[En 1853, Victor Hugo publie Les Châtiments,
recueil de poèmes consacré à la dénonciation de celui qu’il considère comme un usurpateur.]
Souvenir de la nuit du 4
E.P… s’arrêta devant une maison haute et noire. Il poussa une porte d’allée qui n’était pas fermée, puis une autre porte, et nous entrâmes dans une salle basse, toute paisible, éclairée d’une lampe.
Cette chambre semblait attenante à une boutique. Au fond, on entrevoyait deux lits côte à côte, un grand et un petit. Il y avait au-dessus du petit lit un portrait de femme, et, au-dessus du portrait, un rameau de buis bénit.
La lampe était posée sur une cheminée où brûlait un petit feu.
Près de la lampe, sur une chaise, il y avait une vieille femme, penchée, courbée, pliée en deux, comme cassée, sur une chose qui était dans l’ombre et qu’elle avait dans les bras. Je m’approchai. Ce qu’elle avait dans les bras, c’était un enfant mort.
La pauvre femme sanglotait silencieusement.
E.P…, qui était de la maison, lui toucha l’épaule et lui dit :
- Laissez voir.
La vieille femme leva la tête, et je vis sur ses genoux un petit garçon, pâle, à demi déshabillé, joli, avec deux trous rouges au front.
La vieille femme me regarda, mais évidemment elle ne me voyait pas ; elle murmura, se parlant à elle-même :
- Et dire qu’il m’appelait bonne maman ce matin !
E.P… prit la main de l’enfant, cette main retomba.
- Sept ans, me dit-il.
Une cuvette était à terre. On avait lavé le visage de l’enfant ; deux filets de sang sortaient des deux trous.
Au fond de la chambre, près d’une armoire entr’ouverte où l’on apercevait du linge, se tenait
debout une femme d’une quarantaine d’années, grave, pauvre, propre, assez belle.

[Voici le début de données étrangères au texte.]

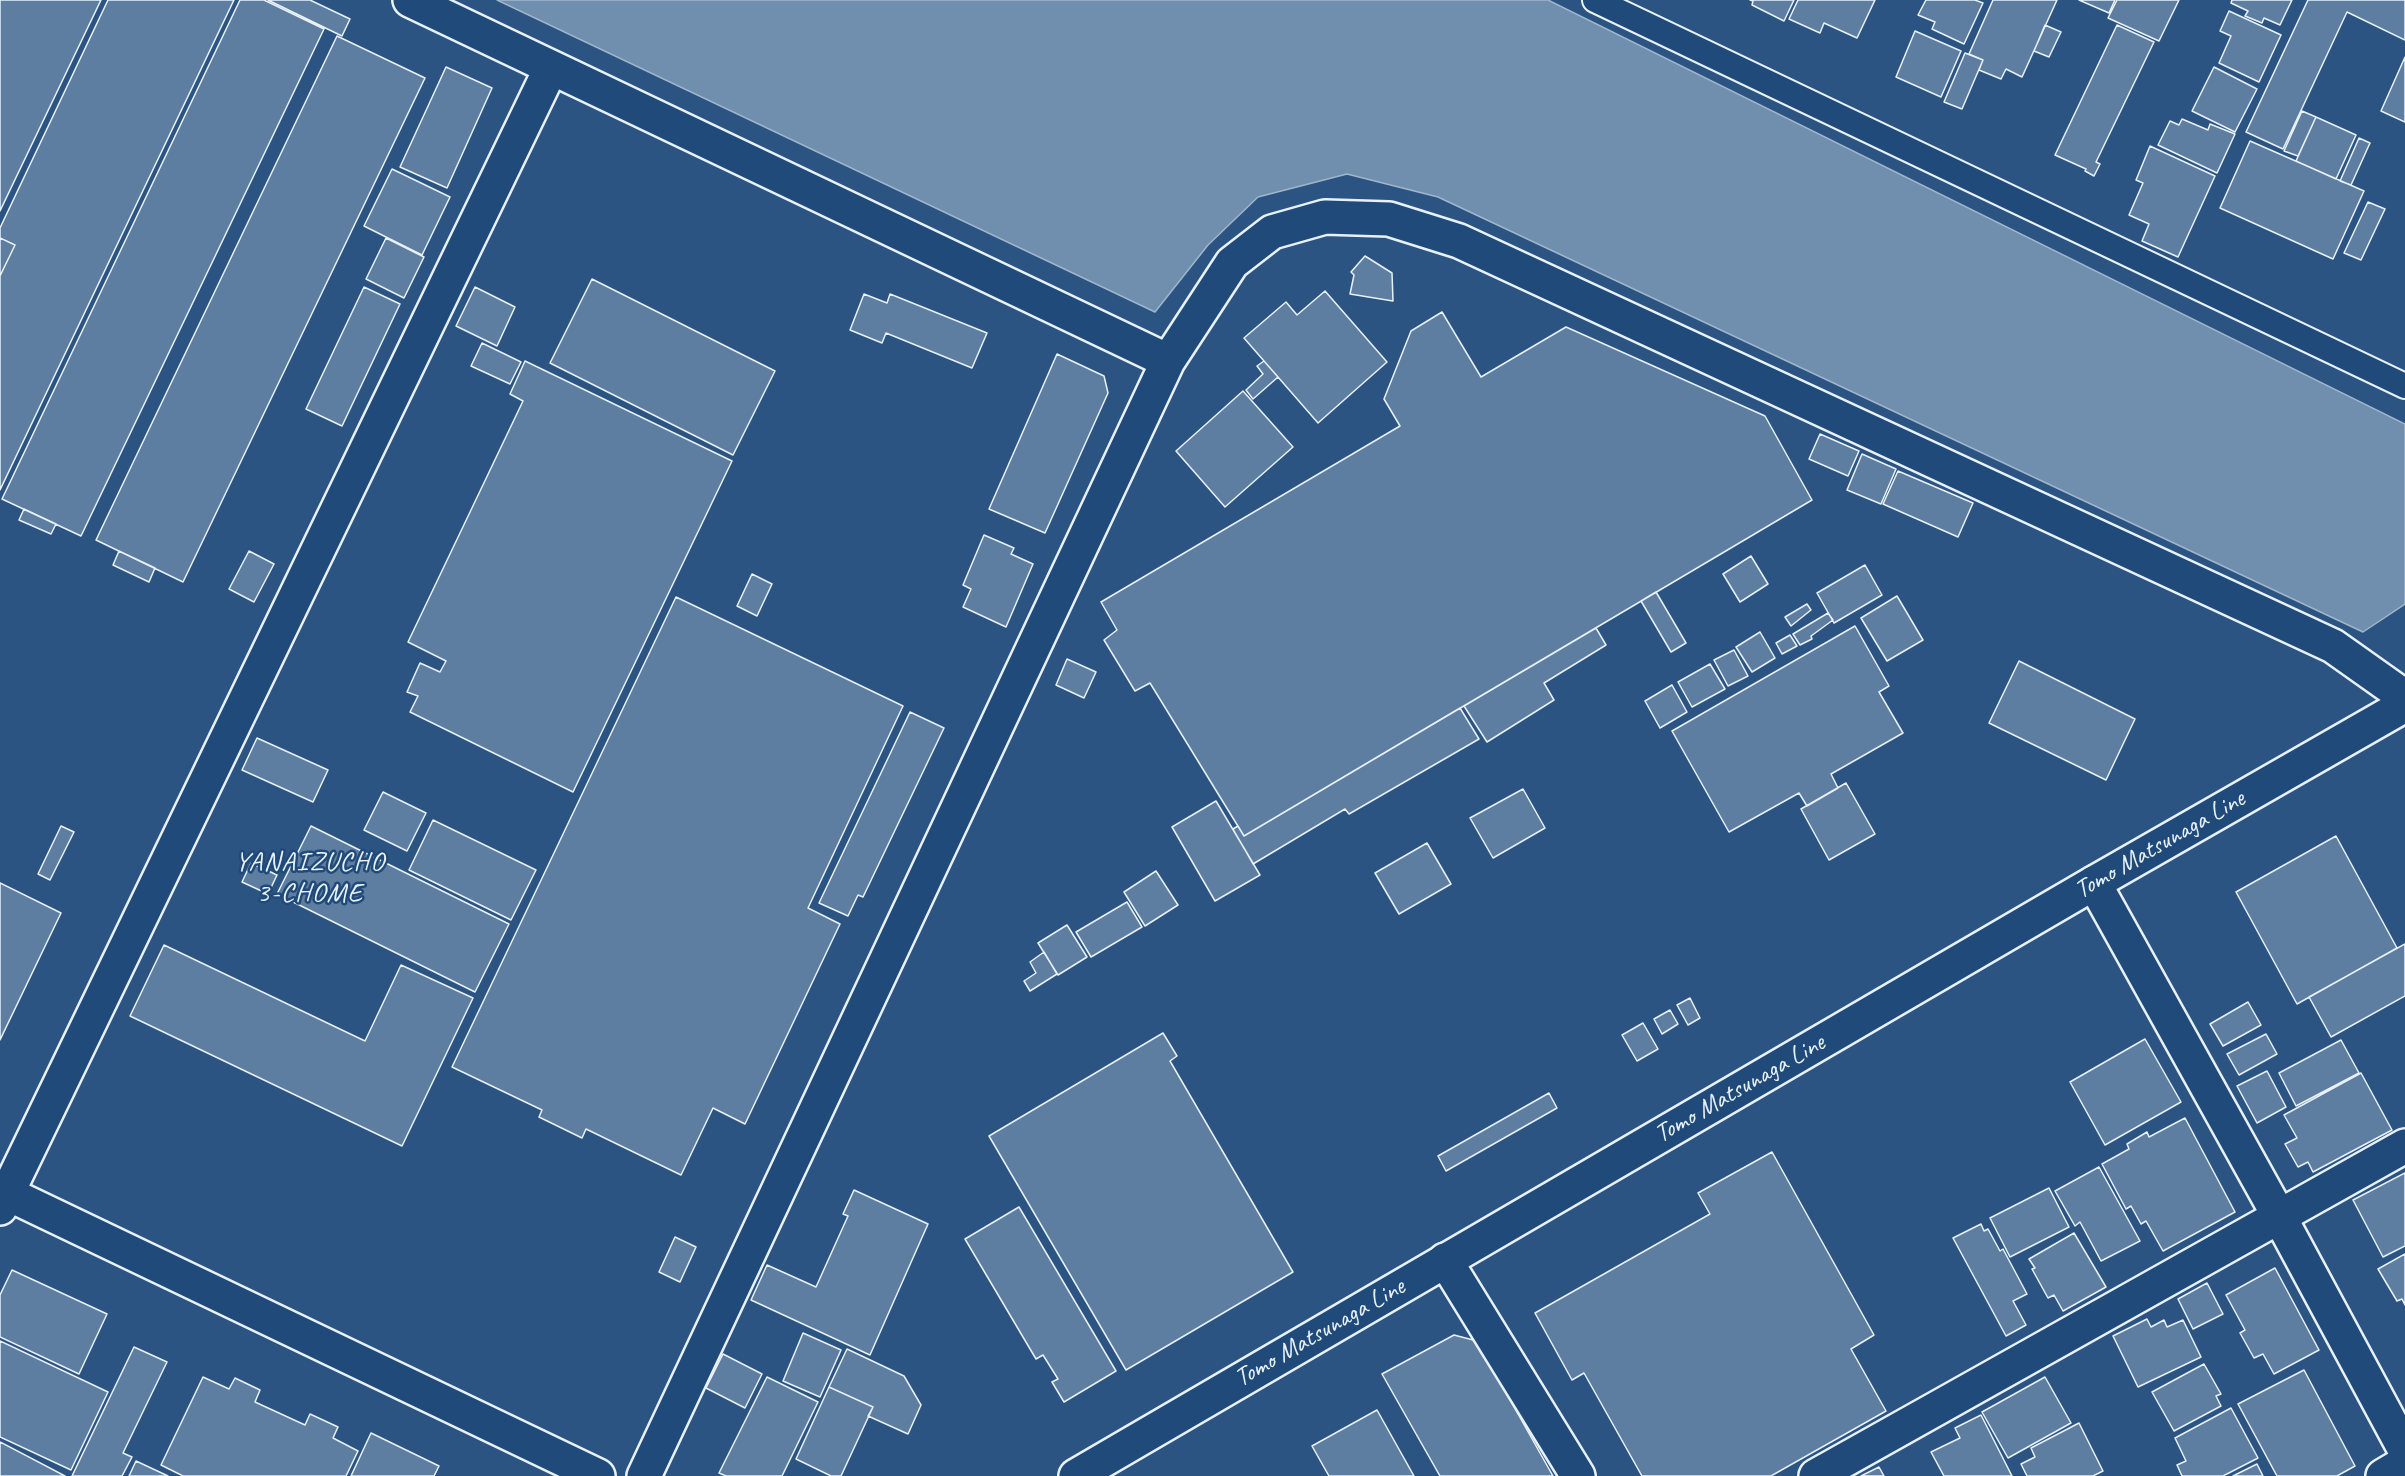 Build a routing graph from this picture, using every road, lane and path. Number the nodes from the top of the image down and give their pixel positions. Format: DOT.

- Une voisine, me dit E.P…
Il m’expliqua qu’il y avait un médecin dans la maison, que ce médecin était descendu et avait dit : " Rien à faire ". L’enfant avait été frappé de deux balles à la tête en traversant la rue " pour se sauver ". On l’avait rapporté à sa grand-mère " qui n’avait que lui ".
Le portrait de la mère morte était au-dessus du petit lit.
L’enfant avait les yeux à demi ouverts, et cet inexprimable regard des morts où la perception du réel est remplacée par la vision de l’infini.
L’aïeule, à travers ses sanglots, parlait par instants : – Si c’est Dieu possible ! – A-t-on idée ! – Des brigands, quoi !
Elle s’écria :
- C’est donc ça le gouvernement !
- Oui, lui dis-je.
Nous achevâmes de déshabiller l’enfant. Il avait une toupie dans sa poche. Sa tête allait et venait d’une épaule à l’autre, je la soutins et je le baisai au front. Versigny et Bancel lui ôtèrent ses bas. La grand-mère eut tout à coup un mouvement.
- Ne lui faites pas de mal, dit-elle.
Elle prit les deux pieds glacés et blancs dans ses vieilles mains, tâchant de les réchauffer.
Quand le pauvre petit corps fut nu, on songea à l’ensevelir. On tira de l’armoire un drap.
Alors l’aïeule éclata en pleurs terribles.
Elle cria : – Je veux qu’on me le rende.
Elle se redressa et nous regarda ; elle se mit à dire des choses farouches, où Bonaparte était mêlé, et Dieu, et son petit, et l’école où il allait, et sa fille qu’elle avait perdue, et nous adressant à nous-mêmes des reproches, livide, hagarde, ayant comme un songe dans ses yeux, et plus fantôme que l’enfant mort.
Puis elle reprit sa tête dans ses mains, posa ses bras croisés sur son enfant, et se remit à sangloter.
La femme qui était là vint à moi et, sans dire une parole, m’essuya la bouche avec un mouchoir.
J’avais du sang aux lèvres.
Que faire, hélas ? Nous sortâmes accablés.
Il était tout à fait nuit. Bancel et Versigny me quittèrent.